((
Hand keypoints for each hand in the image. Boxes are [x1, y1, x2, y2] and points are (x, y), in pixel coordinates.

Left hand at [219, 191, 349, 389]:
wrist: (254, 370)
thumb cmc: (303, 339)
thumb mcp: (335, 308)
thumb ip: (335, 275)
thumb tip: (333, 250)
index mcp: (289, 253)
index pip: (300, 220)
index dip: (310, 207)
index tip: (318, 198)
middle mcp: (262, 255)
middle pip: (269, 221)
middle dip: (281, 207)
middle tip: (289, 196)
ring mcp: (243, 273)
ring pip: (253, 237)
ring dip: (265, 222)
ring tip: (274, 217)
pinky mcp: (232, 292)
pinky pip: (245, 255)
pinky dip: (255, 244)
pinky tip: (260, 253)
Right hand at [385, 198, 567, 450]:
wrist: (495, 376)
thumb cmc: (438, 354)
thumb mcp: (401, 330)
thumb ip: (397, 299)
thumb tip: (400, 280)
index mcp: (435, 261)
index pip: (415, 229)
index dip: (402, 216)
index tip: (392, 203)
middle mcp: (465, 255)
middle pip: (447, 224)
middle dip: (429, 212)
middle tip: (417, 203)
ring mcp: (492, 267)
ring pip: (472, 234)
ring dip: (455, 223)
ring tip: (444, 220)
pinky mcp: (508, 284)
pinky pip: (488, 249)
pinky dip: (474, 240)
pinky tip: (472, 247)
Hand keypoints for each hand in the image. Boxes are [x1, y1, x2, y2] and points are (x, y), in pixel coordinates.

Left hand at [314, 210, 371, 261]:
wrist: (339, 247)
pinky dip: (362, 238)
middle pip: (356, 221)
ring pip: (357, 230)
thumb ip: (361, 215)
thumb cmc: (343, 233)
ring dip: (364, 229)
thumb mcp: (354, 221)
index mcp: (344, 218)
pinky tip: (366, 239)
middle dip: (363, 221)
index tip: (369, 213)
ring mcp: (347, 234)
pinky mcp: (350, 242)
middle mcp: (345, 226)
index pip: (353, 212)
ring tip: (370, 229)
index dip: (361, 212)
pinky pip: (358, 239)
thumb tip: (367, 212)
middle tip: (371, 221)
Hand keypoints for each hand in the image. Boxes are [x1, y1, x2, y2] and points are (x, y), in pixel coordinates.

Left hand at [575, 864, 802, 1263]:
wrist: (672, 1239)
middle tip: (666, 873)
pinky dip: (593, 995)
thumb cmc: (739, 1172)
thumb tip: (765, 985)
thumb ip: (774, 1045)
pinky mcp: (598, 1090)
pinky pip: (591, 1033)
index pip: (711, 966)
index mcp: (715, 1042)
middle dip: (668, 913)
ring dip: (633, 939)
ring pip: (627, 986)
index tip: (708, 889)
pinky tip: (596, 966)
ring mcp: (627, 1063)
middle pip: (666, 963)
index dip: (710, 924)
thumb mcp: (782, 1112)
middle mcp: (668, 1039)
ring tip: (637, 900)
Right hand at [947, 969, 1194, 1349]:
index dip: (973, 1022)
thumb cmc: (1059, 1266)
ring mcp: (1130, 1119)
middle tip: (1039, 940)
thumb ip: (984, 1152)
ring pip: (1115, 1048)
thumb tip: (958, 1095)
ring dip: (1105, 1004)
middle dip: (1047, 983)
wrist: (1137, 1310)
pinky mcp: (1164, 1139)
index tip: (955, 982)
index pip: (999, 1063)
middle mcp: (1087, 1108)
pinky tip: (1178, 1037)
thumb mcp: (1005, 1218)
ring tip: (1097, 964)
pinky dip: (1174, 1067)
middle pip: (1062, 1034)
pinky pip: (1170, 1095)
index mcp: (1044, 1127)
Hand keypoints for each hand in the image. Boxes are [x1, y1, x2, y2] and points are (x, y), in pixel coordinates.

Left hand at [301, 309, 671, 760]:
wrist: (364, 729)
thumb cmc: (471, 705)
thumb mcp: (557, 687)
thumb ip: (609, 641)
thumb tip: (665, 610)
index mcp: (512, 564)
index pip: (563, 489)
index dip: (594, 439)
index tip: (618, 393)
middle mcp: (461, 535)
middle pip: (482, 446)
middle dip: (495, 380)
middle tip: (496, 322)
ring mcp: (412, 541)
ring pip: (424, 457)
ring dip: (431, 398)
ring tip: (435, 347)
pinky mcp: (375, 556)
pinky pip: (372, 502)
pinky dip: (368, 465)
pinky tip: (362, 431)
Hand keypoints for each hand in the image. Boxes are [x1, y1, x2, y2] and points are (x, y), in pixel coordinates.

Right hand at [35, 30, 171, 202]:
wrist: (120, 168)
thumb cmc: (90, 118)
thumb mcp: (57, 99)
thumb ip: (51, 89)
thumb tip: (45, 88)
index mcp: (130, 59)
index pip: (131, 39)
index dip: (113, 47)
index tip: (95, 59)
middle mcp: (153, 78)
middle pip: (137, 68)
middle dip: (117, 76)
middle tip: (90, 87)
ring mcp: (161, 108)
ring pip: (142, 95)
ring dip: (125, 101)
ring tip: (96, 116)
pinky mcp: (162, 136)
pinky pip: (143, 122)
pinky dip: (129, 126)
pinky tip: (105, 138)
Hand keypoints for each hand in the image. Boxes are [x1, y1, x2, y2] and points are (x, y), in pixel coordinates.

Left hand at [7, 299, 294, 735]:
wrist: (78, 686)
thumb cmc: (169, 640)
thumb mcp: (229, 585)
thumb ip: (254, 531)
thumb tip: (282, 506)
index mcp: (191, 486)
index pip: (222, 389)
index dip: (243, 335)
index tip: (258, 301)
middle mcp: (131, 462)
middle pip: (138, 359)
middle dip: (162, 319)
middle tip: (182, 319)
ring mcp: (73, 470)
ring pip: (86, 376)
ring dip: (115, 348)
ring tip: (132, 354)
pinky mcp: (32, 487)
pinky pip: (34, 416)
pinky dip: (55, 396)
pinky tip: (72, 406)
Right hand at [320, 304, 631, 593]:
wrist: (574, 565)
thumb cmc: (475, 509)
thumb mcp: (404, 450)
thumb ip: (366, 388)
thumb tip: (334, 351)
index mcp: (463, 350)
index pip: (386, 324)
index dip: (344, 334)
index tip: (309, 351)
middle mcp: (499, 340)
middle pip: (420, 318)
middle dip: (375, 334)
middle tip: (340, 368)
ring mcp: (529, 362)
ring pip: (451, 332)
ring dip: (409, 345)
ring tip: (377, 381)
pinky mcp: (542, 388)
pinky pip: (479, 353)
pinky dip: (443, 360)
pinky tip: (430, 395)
))
Task = Please transcribe the whole listing exactly as it stands.

Expected answer =
Hand keypoints for each hand in the image. Boxes are [x1, y1, x2, y2] and points are (x, y), in pixel coordinates.

Left hand at [219, 191, 349, 389]:
wrist: (254, 370)
thumb cmc: (303, 339)
thumb mcp: (335, 308)
thumb ip: (335, 275)
thumb tip: (333, 250)
index mcp: (289, 253)
index pip: (300, 220)
index dip: (310, 207)
index tip: (318, 198)
middle mcp: (262, 255)
middle pip: (269, 221)
middle dip: (281, 207)
middle tip: (289, 196)
ring mcp: (243, 273)
ring pip: (253, 237)
ring dip: (265, 222)
ring tip: (274, 217)
pinky mcp: (232, 292)
pinky pip: (245, 255)
pinky dip: (255, 244)
pinky tip: (260, 253)
Right hand at [385, 198, 567, 450]:
wrist: (495, 376)
thumb cmc: (438, 354)
thumb mcp: (401, 330)
thumb ip: (397, 299)
thumb tip: (400, 280)
index mcp: (435, 261)
index pip: (415, 229)
index dip: (402, 216)
index tip: (392, 203)
middle mcp: (465, 255)
middle pip: (447, 224)
middle dip: (429, 212)
middle tip: (417, 203)
ring mcp: (492, 267)
ring pip: (472, 234)
ring dip: (455, 223)
ring tip: (444, 220)
pinky mcp: (508, 284)
pinky pip: (488, 249)
pinky dip: (474, 240)
pinky tip: (472, 247)
Hand keypoints for each hand in the image. Boxes are [x1, y1, x2, y2] and points are (x, y), in pixel coordinates.

Left hand at [314, 210, 371, 261]:
wrist: (339, 247)
pinky dip: (362, 238)
middle pip: (356, 221)
ring pip: (357, 230)
thumb ip: (361, 215)
thumb cmc: (343, 233)
ring dip: (364, 229)
thumb mcp: (354, 221)
index mcp: (344, 218)
pinky tip: (366, 239)
middle dip: (363, 221)
index tip: (369, 213)
ring mcp: (347, 234)
pinky mcp: (350, 242)
middle mcp: (345, 226)
index pip: (353, 212)
ring tip: (370, 229)
index dip: (361, 212)
pinky pip: (358, 239)
thumb tip: (367, 212)
middle tip: (371, 221)
Hand keypoints for each hand in the image. Boxes are [x1, y1, x2, y2] and points are (x, y), in pixel coordinates.

Left hand at [575, 864, 802, 1263]:
wrist: (672, 1239)
middle tip: (666, 873)
pinky dip: (593, 995)
thumb cmc: (739, 1172)
thumb tip: (765, 985)
thumb ip: (774, 1045)
pinky mcp: (598, 1090)
pinky pip: (591, 1033)
index pip: (711, 966)
index mcp: (715, 1042)
middle dip: (668, 913)
ring dip: (633, 939)
ring pip: (627, 986)
index tip: (708, 889)
pinky tip: (596, 966)
ring mcp: (627, 1063)
middle pip: (666, 963)
index dip: (710, 924)
thumb mcp: (782, 1112)
middle mcp: (668, 1039)
ring tip: (637, 900)
Right hand at [947, 969, 1194, 1349]:
index dip: (973, 1022)
thumb cmc: (1059, 1266)
ring mcp: (1130, 1119)
middle tip: (1039, 940)
thumb ip: (984, 1152)
ring pip: (1115, 1048)
thumb tip: (958, 1095)
ring dip: (1105, 1004)
middle dip: (1047, 983)
wrist: (1137, 1310)
pinky mcp: (1164, 1139)
index tip: (955, 982)
index pip: (999, 1063)
middle mcp: (1087, 1108)
pinky tip: (1178, 1037)
thumb mcp: (1005, 1218)
ring tip: (1097, 964)
pinky dip: (1174, 1067)
middle pip: (1062, 1034)
pinky pip: (1170, 1095)
index mcp: (1044, 1127)
Hand keypoints for each hand in the image. Boxes are [x1, y1, x2, y2] and points are (x, y), in pixel coordinates.

Left hand at [301, 309, 671, 760]:
wrist: (364, 729)
thumb cmc: (471, 705)
thumb mcp: (557, 687)
thumb ip: (609, 641)
thumb tip: (665, 610)
index mcp: (512, 564)
index pip: (563, 489)
index dip: (594, 439)
index tip: (618, 393)
middle mcp: (461, 535)
middle pip: (482, 446)
middle dip: (495, 380)
middle tip: (496, 322)
ring mcp: (412, 541)
ring pip: (424, 457)
ring dip: (431, 398)
ring tip: (435, 347)
pinky mcp: (375, 556)
pinky pip: (372, 502)
pinky dip: (368, 465)
pinky tip: (362, 431)
Hand keypoints for each hand in the image. Boxes are [x1, y1, x2, y2] and points are (x, y), in pixel coordinates.

Right hand at [35, 30, 171, 202]:
wrist: (120, 168)
thumb cmc: (90, 118)
thumb mcp: (57, 99)
thumb ip: (51, 89)
thumb tip: (45, 88)
index mcp: (130, 59)
index pip: (131, 39)
index dip: (113, 47)
index tip: (95, 59)
middle mcp: (153, 78)
middle pip: (137, 68)
middle dip: (117, 76)
middle tip: (90, 87)
ring mcp: (161, 108)
ring pip: (142, 95)
ring dip: (125, 101)
ring tip: (96, 116)
pinky mcp: (162, 136)
pinky pip: (143, 122)
pinky dip: (129, 126)
pinky tip: (105, 138)
Hand keypoints for each hand in the image. Boxes are [x1, y1, x2, y2] and points are (x, y), in pixel coordinates.

Left hand at [7, 299, 294, 735]:
wrist: (78, 686)
thumb cmc: (169, 640)
thumb mcp: (229, 585)
thumb ip: (254, 531)
thumb tip: (282, 506)
index mcp: (191, 486)
index pip: (222, 389)
index dip: (243, 335)
index tip: (258, 301)
middle mcp: (131, 462)
middle pip: (138, 359)
middle dip: (162, 319)
middle tip: (182, 319)
ring mcp: (73, 470)
ring pip: (86, 376)
ring dip: (115, 348)
ring tip: (132, 354)
pinky mcp: (32, 487)
pinky pip: (34, 416)
pinky dip: (55, 396)
pinky tip: (72, 406)
Right hand at [320, 304, 631, 593]:
wrist: (574, 565)
thumb cmc: (475, 509)
thumb mcp: (404, 450)
thumb ip: (366, 388)
thumb tip: (334, 351)
index mcp: (463, 350)
index pip: (386, 324)
index dip: (344, 334)
index tip: (309, 351)
middle mcp: (499, 340)
middle pip: (420, 318)
middle dip: (375, 334)
middle tip: (340, 368)
ring mcp: (529, 362)
ring pip: (451, 332)
ring dip: (409, 345)
ring tip: (377, 381)
pinky mcp: (542, 388)
pinky pip: (479, 353)
pinky dip: (443, 360)
pinky tip: (430, 395)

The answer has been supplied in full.